The winding road gave him the perfect opportunity to stash the car and find a good spot to watch Tarbell. At first he thought the house was Tarbell’s base of operations, a retreat where he could hide incriminating evidence, but it didn’t look that way. Tarbell just sat on the porch in the dark.

His heart stopped when the shouting began. For a terrifying moment, he thought Tarbell had spotted him skulking in the tall grass, but the shouting wasn’t directed at him or anyone for that matter. Tarbell was nothing but a dog baying at the moon.

He moved in as far as his courage
would allow him. Past encounters kept him from getting too close, and he lay flat on the ground, pressing himself into the dirt.

Tarbell laughed a big ugly laugh. “Yeah. I thought so. That was why, wasn’t it? Just for kicks.” He laughed again. “And for punches.”

His laughs died and silence followed for the next ten minutes before he spoke again. There was no shouting this time. He kept his tone conversational.

Petersen strained to listen. He picked out chunks of the one-sided conversation. Tarbell bleated on about being screwed over and how he’d get back at the world for it. People would pay. The world would pay.

Petersen shook his head. It was easy to label Tarbell crazy, but he saw beyond the superficial label. He was listening to a middle-aged child unable to deal with his problems in an adult way. It was so weak for a man who prided himself on being the world’s smartest man. In that moment, Petersen lost respect for Tarbell. Someone as emotionally stunted as he was could be taken down, and Petersen was more than capable of doing it.

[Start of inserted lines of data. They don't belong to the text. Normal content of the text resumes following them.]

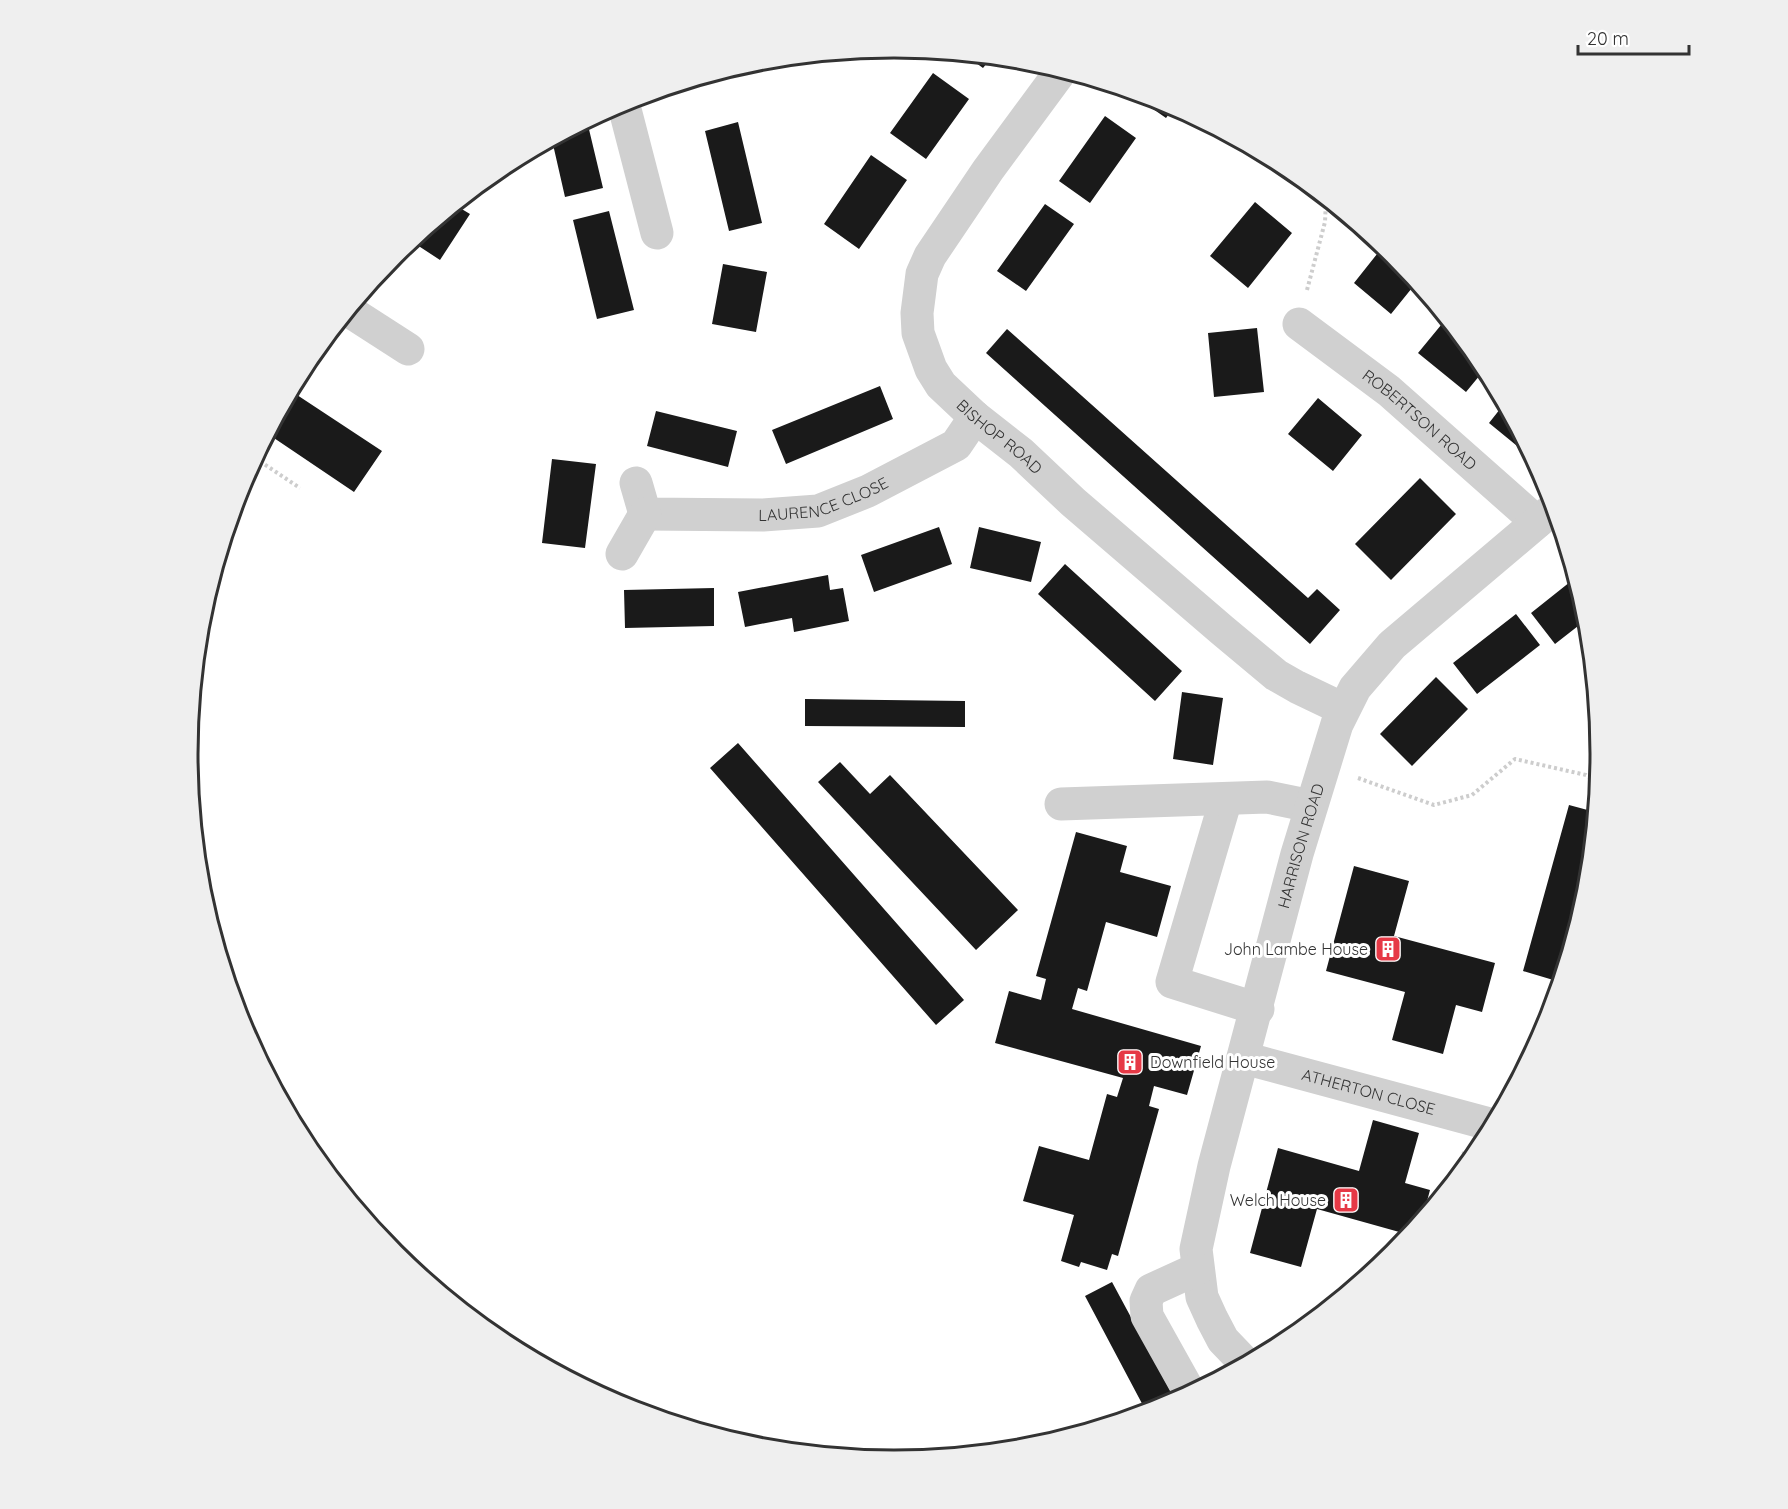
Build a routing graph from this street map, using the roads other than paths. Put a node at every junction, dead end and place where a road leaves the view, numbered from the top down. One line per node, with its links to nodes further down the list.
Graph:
1 (1055, 78): 7 (street, BISHOP ROAD)
2 (626, 112): 3 (street)
3 (657, 233)
4 (355, 315): 6 (street)
5 (1299, 324): 10 (street, ROBERTSON ROAD)
6 (408, 349)
7 (975, 417): 9 (street, LAURENCE CLOSE); 12 (street, BISHOP ROAD)
8 (636, 483): 9 (street)
9 (645, 514): 11 (street)
10 (1546, 515): 12 (street, HARRISON ROAD)
11 (622, 554)
12 (1343, 709): 15 (street, HARRISON ROAD)
13 (1226, 798): 14 (street); 15 (street); 16 (street)
14 (1061, 804)
15 (1311, 806): 16 (street, HARRISON ROAD)
16 (1257, 1009): 17 (street, HARRISON ROAD)
17 (1244, 1058): 18 (street, ATHERTON CLOSE); 19 (street, HARRISON ROAD)
18 (1485, 1123)
19 (1197, 1269): 20 (street, HARRISON ROAD); 21 (street)
20 (1240, 1358)
21 (1186, 1386)

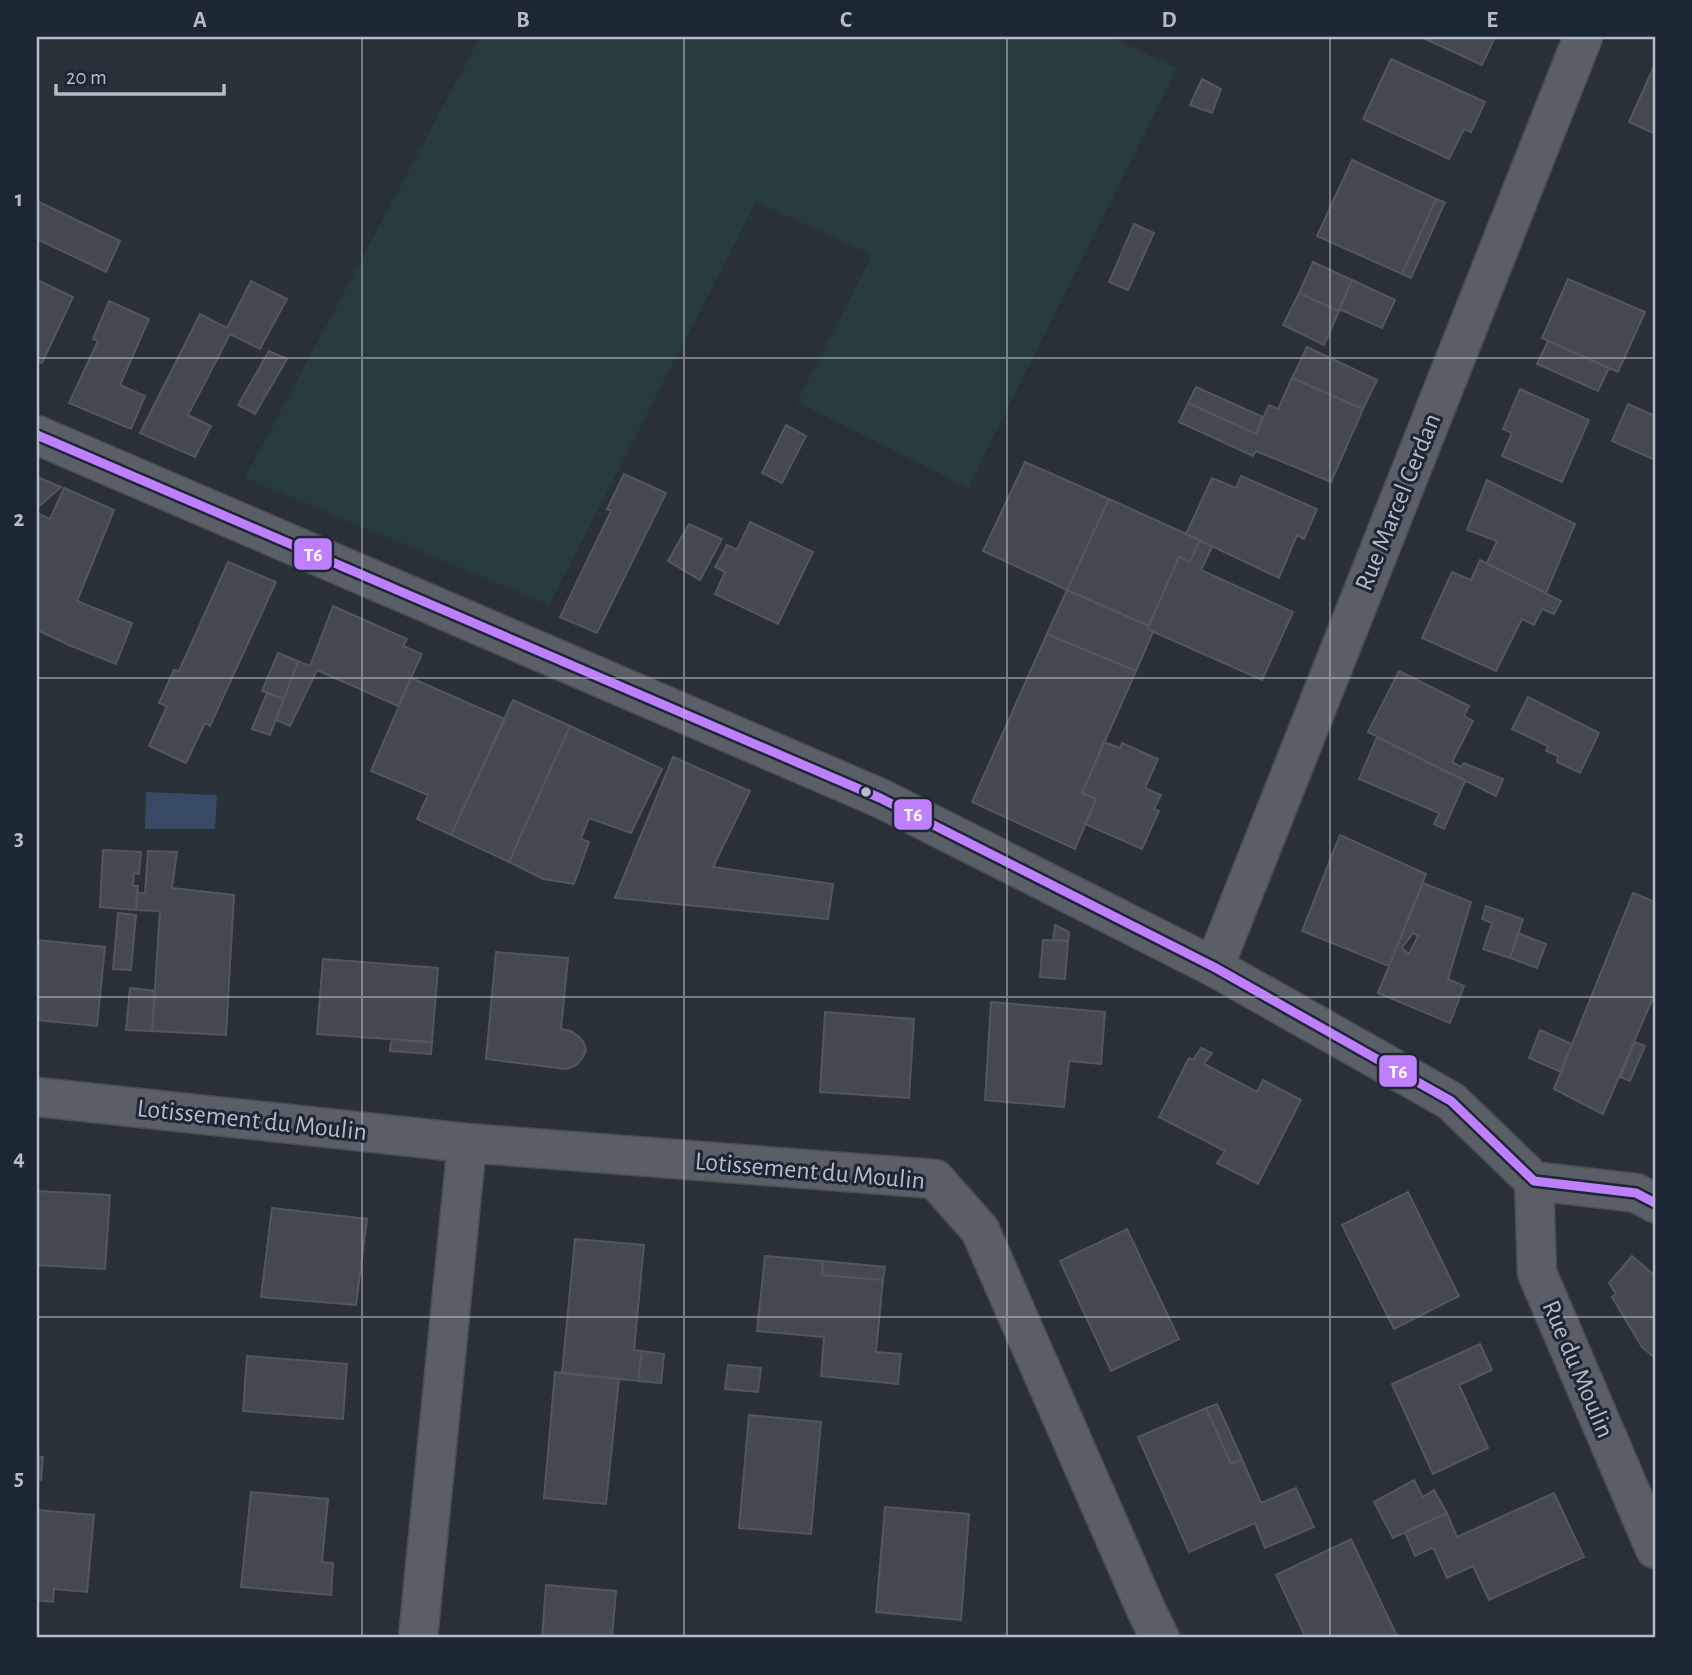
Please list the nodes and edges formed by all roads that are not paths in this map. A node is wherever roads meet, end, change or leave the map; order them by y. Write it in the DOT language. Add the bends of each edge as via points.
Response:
graph roads {
  1 [pos="1583,37"];
  2 [pos="37,435"];
  3 [pos="1214,967"];
  4 [pos="37,1097"];
  5 [pos="467,1143"];
  6 [pos="1534,1181"];
  7 [pos="1655,1203"];
  8 [pos="1655,1549"];
  9 [pos="418,1638"];
  10 [pos="1160,1638"];
  1 -- 3 [label="street, Rue Marcel Cerdan"];
  2 -- 3 [label="street" via="880,798"];
  3 -- 6 [label="street" via="1451,1101"];
  4 -- 5 [label="street, Lotissement du Moulin"];
  5 -- 9 [label="street"];
  5 -- 10 [label="street, Lotissement du Moulin" via="935,1179 979,1230"];
  6 -- 7 [label="street" via="1636,1193"];
  6 -- 8 [label="street, Rue du Moulin" via="1537,1273"];
}
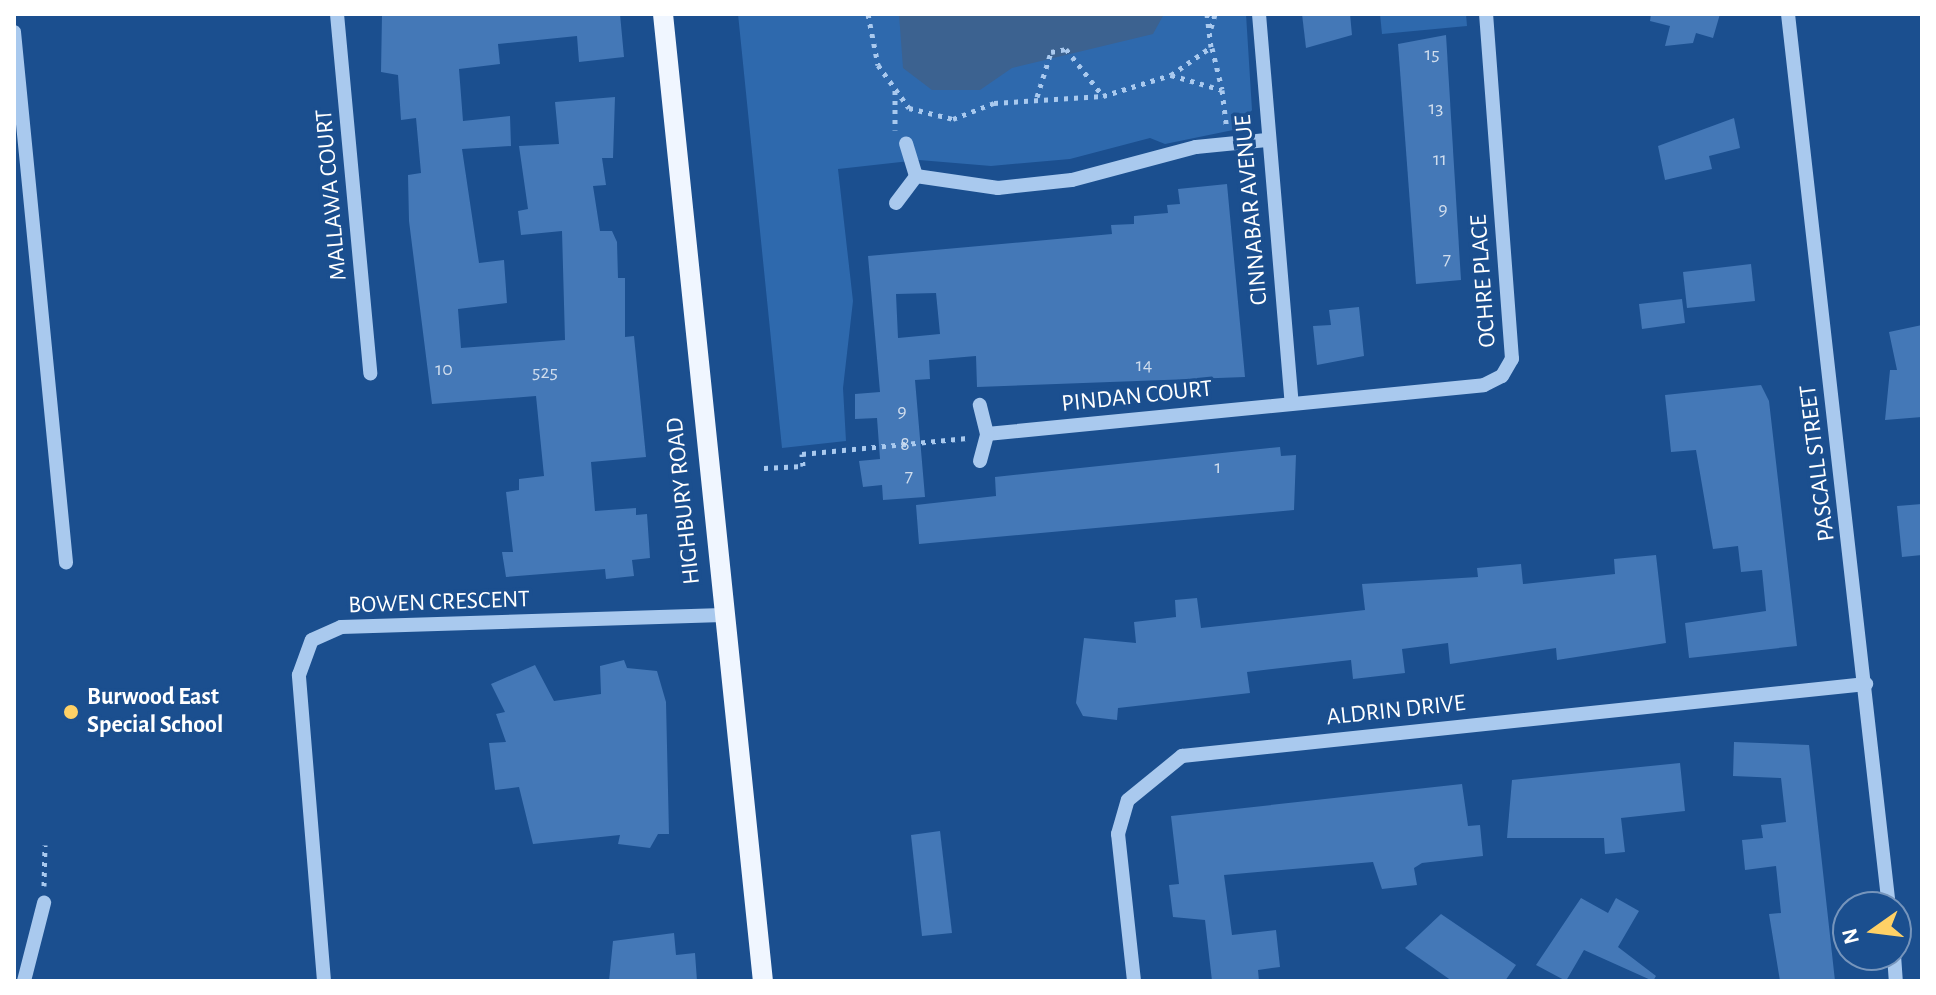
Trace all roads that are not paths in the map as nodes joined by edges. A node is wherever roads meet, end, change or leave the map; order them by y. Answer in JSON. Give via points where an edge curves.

But the moment didn’t last. Tarbell’s next outburst scared Petersen.

“That’s what I’ll do. I’ll trap her.” Tarbell’s joyous laugh cut through the air. “She’ll get caught up in her own netting.”

Tarbell jumped up from the porch and ran back to his car. He turned it around and drove away.

Petersen scurried back to the Mazda. He didn’t have to ask who the focus of the trap was. Panic drove his legs. Tarbell would use him for his alibi. He couldn’t let that happen.

He followed Tarbell and picked him up on the freeway heading home. He wouldn’t try anything tonight. If Petersen had learned anything about Tarbell, nothing he did was spontaneous. Everything needed planning. It gave Petersen time to do something.

He waited until Tarbell had been home ten
minutes before calling him.

“What is it, Tom?”

“There’s been a shakeup. I’m being reassigned.”

“What?”

“PSI is putting me on Gwen’s surveillance team. Someone else will take over for me tomorrow night.”

“That doesn’t work for me, Tom,” he said in a singsong tone.

“I can’t help that.”

“I don’t care what PSI says. You are going to continue watching my back at nights. I don’t care how you do it, but do it. Do I have to push your wife down another set of stairs to get your cooperation?”

“No,” Petersen said through gritted teeth. “I’ll get back on this detail. You don’t have to hurt Lynette. OK? OK?”

“You do your part and nothing will happen to her.”

“I will.”

Petersen hung up on Tarbell. It was a down-and-dirty attempt to chop Tarbell off at the ankles. It hadn’t worked, but that was OK. He wasn’t out of ideas.

“You won’t hurt her, Tarbell,” he said within the confines of the borrowed car. “I’ll make sure of it. Not Gwen and not Lynette.”